─── SUPPLIED DATA ───
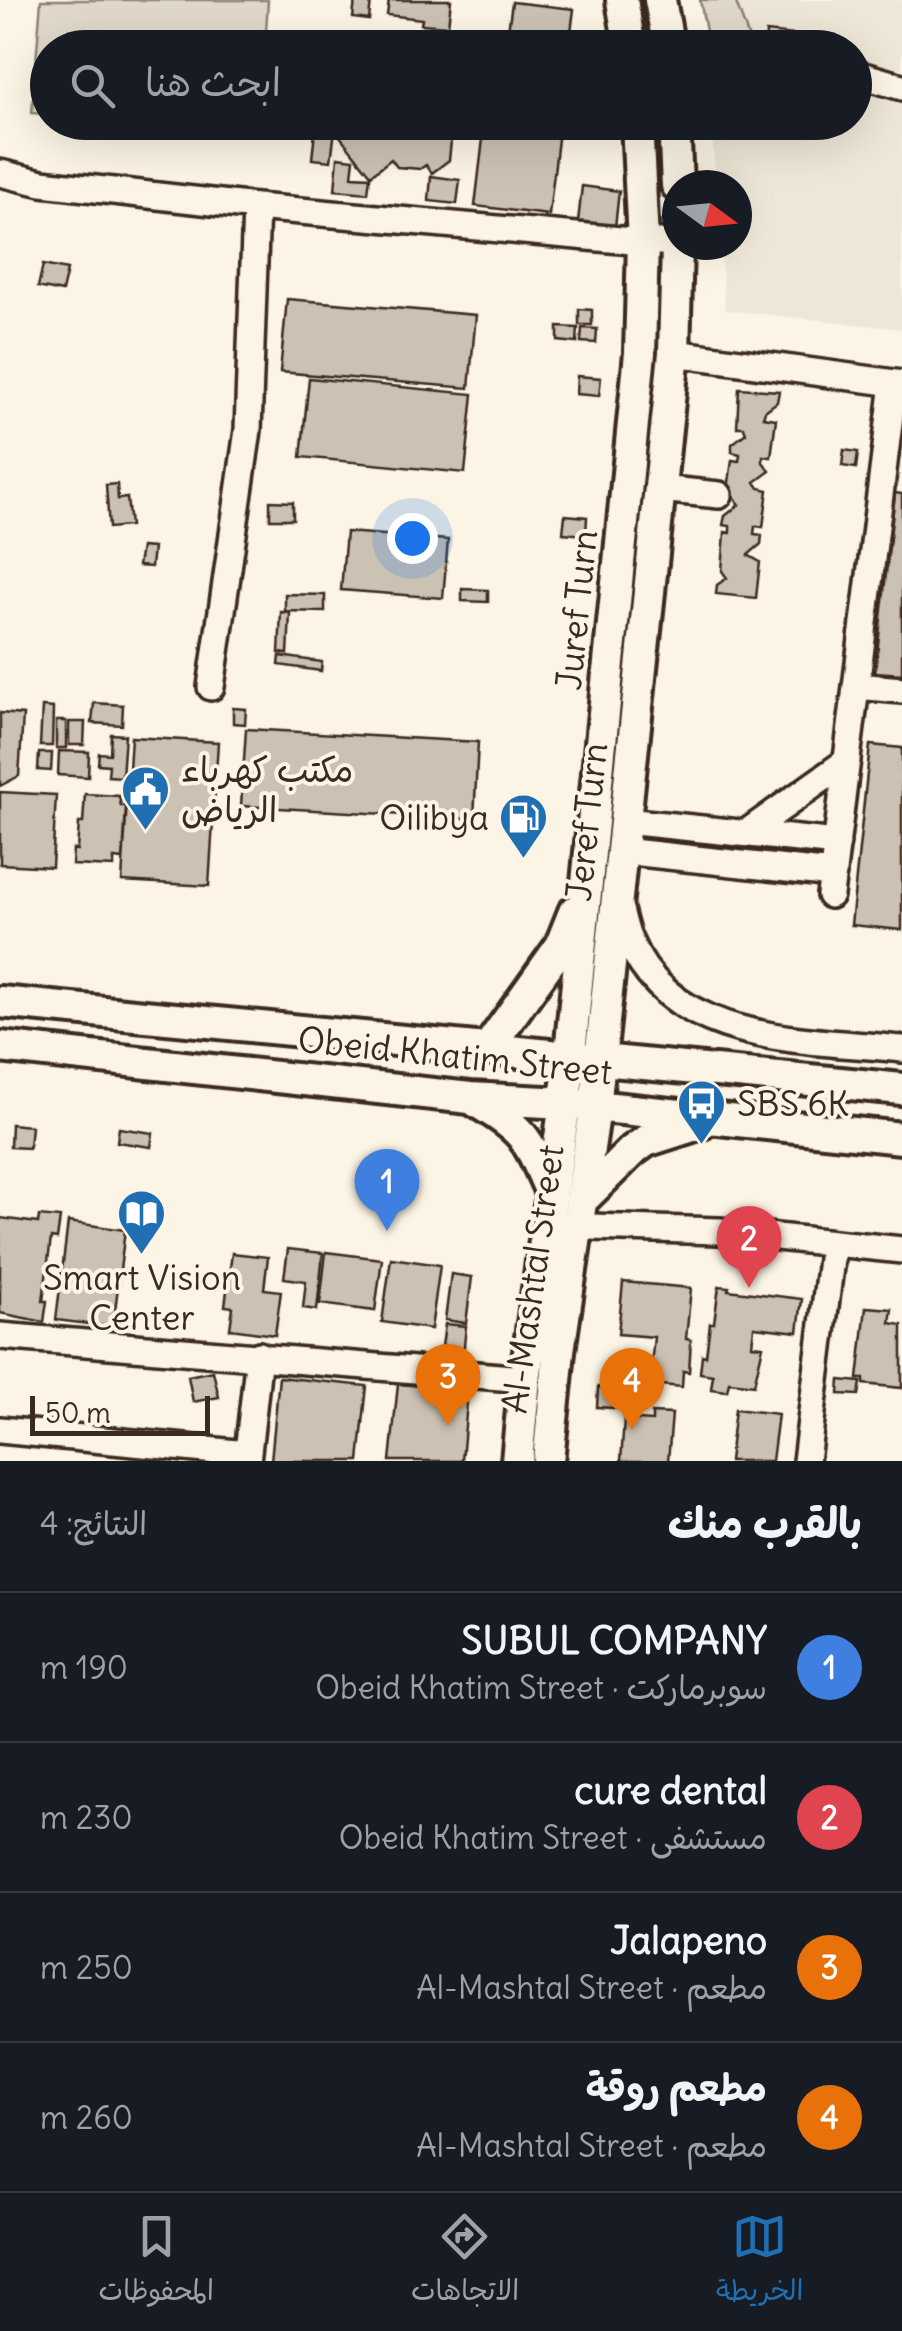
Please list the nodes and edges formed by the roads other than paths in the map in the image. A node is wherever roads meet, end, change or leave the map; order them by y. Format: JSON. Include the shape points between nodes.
{"nodes":[{"id":1,"x":622,"y":0,"type":"edge"},
{"id":2,"x":660,"y":0,"type":"edge"},
{"id":3,"x":627,"y":30,"type":"edge"},
{"id":4,"x":666,"y":30,"type":"edge"},
{"id":5,"x":872,"y":79,"type":"edge"},
{"id":6,"x":902,"y":87,"type":"edge"},
{"id":7,"x":638,"y":140,"type":"edge"},
{"id":8,"x":675,"y":140,"type":"edge"},
{"id":9,"x":676,"y":170,"type":"edge"},
{"id":10,"x":0,"y":173,"type":"edge"},
{"id":11,"x":256,"y":207,"type":"junction"},
{"id":12,"x":643,"y":242,"type":"junction"},
{"id":13,"x":662,"y":243,"type":"edge"},
{"id":14,"x":677,"y":260,"type":"edge"},
{"id":15,"x":640,"y":353,"type":"junction"},
{"id":16,"x":674,"y":353,"type":"junction"},
{"id":17,"x":898,"y":384,"type":"edge"},
{"id":18,"x":893,"y":469,"type":"edge"},
{"id":19,"x":660,"y":489,"type":"junction"},
{"id":20,"x":718,"y":495,"type":"dead end"},
{"id":21,"x":856,"y":686,"type":"junction"},
{"id":22,"x":212,"y":687,"type":"dead end"},
{"id":23,"x":902,"y":690,"type":"edge"},
{"id":24,"x":847,"y":761,"type":"junction"},
{"id":25,"x":625,"y":820,"type":"junction"},
{"id":26,"x":746,"y":834,"type":"junction"},
{"id":27,"x":837,"y":844,"type":"junction"},
{"id":28,"x":622,"y":851,"type":"junction"},
{"id":29,"x":588,"y":872,"type":"junction"},
{"id":30,"x":617,"y":899,"type":"junction"},
{"id":31,"x":0,"y":1002,"type":"edge"},
{"id":32,"x":0,"y":1047,"type":"edge"},
{"id":33,"x":488,"y":1048,"type":"junction"},
{"id":34,"x":902,"y":1049,"type":"edge"},
{"id":35,"x":585,"y":1057,"type":"junction"},
{"id":36,"x":902,"y":1090,"type":"edge"},
{"id":37,"x":470,"y":1098,"type":"junction"},
{"id":38,"x":580,"y":1106,"type":"junction"},
{"id":39,"x":711,"y":1119,"type":"junction"},
{"id":40,"x":902,"y":1138,"type":"edge"},
{"id":41,"x":551,"y":1192,"type":"junction"},
{"id":42,"x":568,"y":1218,"type":"junction"},
{"id":43,"x":833,"y":1242,"type":"junction"},
{"id":44,"x":902,"y":1250,"type":"edge"},
{"id":45,"x":0,"y":1336,"type":"edge"},
{"id":46,"x":258,"y":1356,"type":"junction"},
{"id":47,"x":524,"y":1379,"type":"junction"},
{"id":48,"x":0,"y":1430,"type":"edge"},
{"id":49,"x":247,"y":1458,"type":"edge"},
{"id":50,"x":517,"y":1461,"type":"edge"},
{"id":51,"x":548,"y":1461,"type":"edge"},
{"id":52,"x":806,"y":1461,"type":"edge"}],
"edges":[{"from":1,"to":3,"type":"main road"},
{"from":2,"to":4,"type":"main road"},
{"from":5,"to":6,"type":"street"},
{"from":7,"to":12,"type":"main road","name":"Juref Turn"},
{"from":8,"to":9,"type":"main road"},
{"from":10,"to":11,"type":"street"},
{"from":11,"to":12,"type":"street"},
{"from":11,"to":22,"type":"street","via":[[248,430]]},
{"from":12,"to":13,"type":"street"},
{"from":12,"to":15,"type":"main road","name":"Juref Turn"},
{"from":14,"to":16,"type":"main road","name":"Jeref Turn"},
{"from":15,"to":16,"type":"main road"},
{"from":15,"to":29,"type":"main road","name":"Juref Turn"},
{"from":16,"to":17,"type":"street"},
{"from":16,"to":19,"type":"main road","name":"Jeref Turn"},
{"from":17,"to":18,"type":"street"},
{"from":18,"to":21,"type":"street"},
{"from":19,"to":20,"type":"street"},
{"from":19,"to":25,"type":"main road","name":"Jeref Turn"},
{"from":21,"to":23,"type":"street"},
{"from":21,"to":24,"type":"street"},
{"from":24,"to":26,"type":"street"},
{"from":24,"to":27,"type":"street"},
{"from":25,"to":26,"type":"street"},
{"from":25,"to":28,"type":"main road","name":"Jeref Turn"},
{"from":26,"to":27,"type":"street"},
{"from":27,"to":28,"type":"street","via":[[832,885]]},
{"from":28,"to":30,"type":"main road","name":"Jeref Turn"},
{"from":29,"to":33,"type":"main road","via":[[560,947]]},
{"from":29,"to":35,"type":"main road","name":"Juref Turn"},
{"from":30,"to":34,"type":"street","via":[[642,962],[689,1010],[757,1034]]},
{"from":30,"to":35,"type":"main road","name":"Jeref Turn"},
{"from":31,"to":33,"type":"main road","name":"Obeid Khatim Street"},
{"from":32,"to":37,"type":"main road","name":"Obeid Khatim Street"},
{"from":33,"to":35,"type":"main road","name":"Obeid Khatim Street"},
{"from":35,"to":36,"type":"main road","name":"Obeid Khatim Street"},
{"from":35,"to":38,"type":"main road","name":"Jeref Turn"},
{"from":37,"to":38,"type":"main road","name":"Obeid Khatim Street"},
{"from":37,"to":41,"type":"main road","via":[[514,1124]]},
{"from":38,"to":39,"type":"main road","name":"Obeid Khatim Street"},
{"from":38,"to":41,"type":"main road","name":"Al-Mashtal Street"},
{"from":38,"to":42,"type":"main road","name":"Al-Mashtal Street"},
{"from":39,"to":40,"type":"main road","name":"Obeid Khatim Street"},
{"from":39,"to":42,"type":"main road","via":[[646,1142],[608,1171]]},
{"from":41,"to":42,"type":"main road","name":"Al-Mashtal Street"},
{"from":42,"to":43,"type":"street"},
{"from":42,"to":47,"type":"main road","name":"Al-Mashtal Street"},
{"from":42,"to":51,"type":"main road","name":"Al-Mashtal Street"},
{"from":43,"to":44,"type":"street"},
{"from":43,"to":52,"type":"street"},
{"from":45,"to":46,"type":"street"},
{"from":46,"to":47,"type":"street"},
{"from":46,"to":49,"type":"street"},
{"from":47,"to":50,"type":"main road","name":"Al-Mashtal Street"},
{"from":48,"to":49,"type":"street"}]}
───
§ PROBLEM TO WORK ON
Drop the images; copy every entry above exactly.

§ EXERCISE RESULT
Please list the nodes and edges formed by the roads other than paths in the map in the image. A node is wherever roads meet, end, change or leave the map; order them by y. Format: JSON. Include the shape points between nodes.
{"nodes":[{"id":1,"x":622,"y":0,"type":"edge"},
{"id":2,"x":660,"y":0,"type":"edge"},
{"id":3,"x":627,"y":30,"type":"edge"},
{"id":4,"x":666,"y":30,"type":"edge"},
{"id":5,"x":872,"y":79,"type":"edge"},
{"id":6,"x":902,"y":87,"type":"edge"},
{"id":7,"x":638,"y":140,"type":"edge"},
{"id":8,"x":675,"y":140,"type":"edge"},
{"id":9,"x":676,"y":170,"type":"edge"},
{"id":10,"x":0,"y":173,"type":"edge"},
{"id":11,"x":256,"y":207,"type":"junction"},
{"id":12,"x":643,"y":242,"type":"junction"},
{"id":13,"x":662,"y":243,"type":"edge"},
{"id":14,"x":677,"y":260,"type":"edge"},
{"id":15,"x":640,"y":353,"type":"junction"},
{"id":16,"x":674,"y":353,"type":"junction"},
{"id":17,"x":898,"y":384,"type":"edge"},
{"id":18,"x":893,"y":469,"type":"edge"},
{"id":19,"x":660,"y":489,"type":"junction"},
{"id":20,"x":718,"y":495,"type":"dead end"},
{"id":21,"x":856,"y":686,"type":"junction"},
{"id":22,"x":212,"y":687,"type":"dead end"},
{"id":23,"x":902,"y":690,"type":"edge"},
{"id":24,"x":847,"y":761,"type":"junction"},
{"id":25,"x":625,"y":820,"type":"junction"},
{"id":26,"x":746,"y":834,"type":"junction"},
{"id":27,"x":837,"y":844,"type":"junction"},
{"id":28,"x":622,"y":851,"type":"junction"},
{"id":29,"x":588,"y":872,"type":"junction"},
{"id":30,"x":617,"y":899,"type":"junction"},
{"id":31,"x":0,"y":1002,"type":"edge"},
{"id":32,"x":0,"y":1047,"type":"edge"},
{"id":33,"x":488,"y":1048,"type":"junction"},
{"id":34,"x":902,"y":1049,"type":"edge"},
{"id":35,"x":585,"y":1057,"type":"junction"},
{"id":36,"x":902,"y":1090,"type":"edge"},
{"id":37,"x":470,"y":1098,"type":"junction"},
{"id":38,"x":580,"y":1106,"type":"junction"},
{"id":39,"x":711,"y":1119,"type":"junction"},
{"id":40,"x":902,"y":1138,"type":"edge"},
{"id":41,"x":551,"y":1192,"type":"junction"},
{"id":42,"x":568,"y":1218,"type":"junction"},
{"id":43,"x":833,"y":1242,"type":"junction"},
{"id":44,"x":902,"y":1250,"type":"edge"},
{"id":45,"x":0,"y":1336,"type":"edge"},
{"id":46,"x":258,"y":1356,"type":"junction"},
{"id":47,"x":524,"y":1379,"type":"junction"},
{"id":48,"x":0,"y":1430,"type":"edge"},
{"id":49,"x":247,"y":1458,"type":"edge"},
{"id":50,"x":517,"y":1461,"type":"edge"},
{"id":51,"x":548,"y":1461,"type":"edge"},
{"id":52,"x":806,"y":1461,"type":"edge"}],
"edges":[{"from":1,"to":3,"type":"main road"},
{"from":2,"to":4,"type":"main road"},
{"from":5,"to":6,"type":"street"},
{"from":7,"to":12,"type":"main road","name":"Juref Turn"},
{"from":8,"to":9,"type":"main road"},
{"from":10,"to":11,"type":"street"},
{"from":11,"to":12,"type":"street"},
{"from":11,"to":22,"type":"street","via":[[248,430]]},
{"from":12,"to":13,"type":"street"},
{"from":12,"to":15,"type":"main road","name":"Juref Turn"},
{"from":14,"to":16,"type":"main road","name":"Jeref Turn"},
{"from":15,"to":16,"type":"main road"},
{"from":15,"to":29,"type":"main road","name":"Juref Turn"},
{"from":16,"to":17,"type":"street"},
{"from":16,"to":19,"type":"main road","name":"Jeref Turn"},
{"from":17,"to":18,"type":"street"},
{"from":18,"to":21,"type":"street"},
{"from":19,"to":20,"type":"street"},
{"from":19,"to":25,"type":"main road","name":"Jeref Turn"},
{"from":21,"to":23,"type":"street"},
{"from":21,"to":24,"type":"street"},
{"from":24,"to":26,"type":"street"},
{"from":24,"to":27,"type":"street"},
{"from":25,"to":26,"type":"street"},
{"from":25,"to":28,"type":"main road","name":"Jeref Turn"},
{"from":26,"to":27,"type":"street"},
{"from":27,"to":28,"type":"street","via":[[832,885]]},
{"from":28,"to":30,"type":"main road","name":"Jeref Turn"},
{"from":29,"to":33,"type":"main road","via":[[560,947]]},
{"from":29,"to":35,"type":"main road","name":"Juref Turn"},
{"from":30,"to":34,"type":"street","via":[[642,962],[689,1010],[757,1034]]},
{"from":30,"to":35,"type":"main road","name":"Jeref Turn"},
{"from":31,"to":33,"type":"main road","name":"Obeid Khatim Street"},
{"from":32,"to":37,"type":"main road","name":"Obeid Khatim Street"},
{"from":33,"to":35,"type":"main road","name":"Obeid Khatim Street"},
{"from":35,"to":36,"type":"main road","name":"Obeid Khatim Street"},
{"from":35,"to":38,"type":"main road","name":"Jeref Turn"},
{"from":37,"to":38,"type":"main road","name":"Obeid Khatim Street"},
{"from":37,"to":41,"type":"main road","via":[[514,1124]]},
{"from":38,"to":39,"type":"main road","name":"Obeid Khatim Street"},
{"from":38,"to":41,"type":"main road","name":"Al-Mashtal Street"},
{"from":38,"to":42,"type":"main road","name":"Al-Mashtal Street"},
{"from":39,"to":40,"type":"main road","name":"Obeid Khatim Street"},
{"from":39,"to":42,"type":"main road","via":[[646,1142],[608,1171]]},
{"from":41,"to":42,"type":"main road","name":"Al-Mashtal Street"},
{"from":42,"to":43,"type":"street"},
{"from":42,"to":47,"type":"main road","name":"Al-Mashtal Street"},
{"from":42,"to":51,"type":"main road","name":"Al-Mashtal Street"},
{"from":43,"to":44,"type":"street"},
{"from":43,"to":52,"type":"street"},
{"from":45,"to":46,"type":"street"},
{"from":46,"to":47,"type":"street"},
{"from":46,"to":49,"type":"street"},
{"from":47,"to":50,"type":"main road","name":"Al-Mashtal Street"},
{"from":48,"to":49,"type":"street"}]}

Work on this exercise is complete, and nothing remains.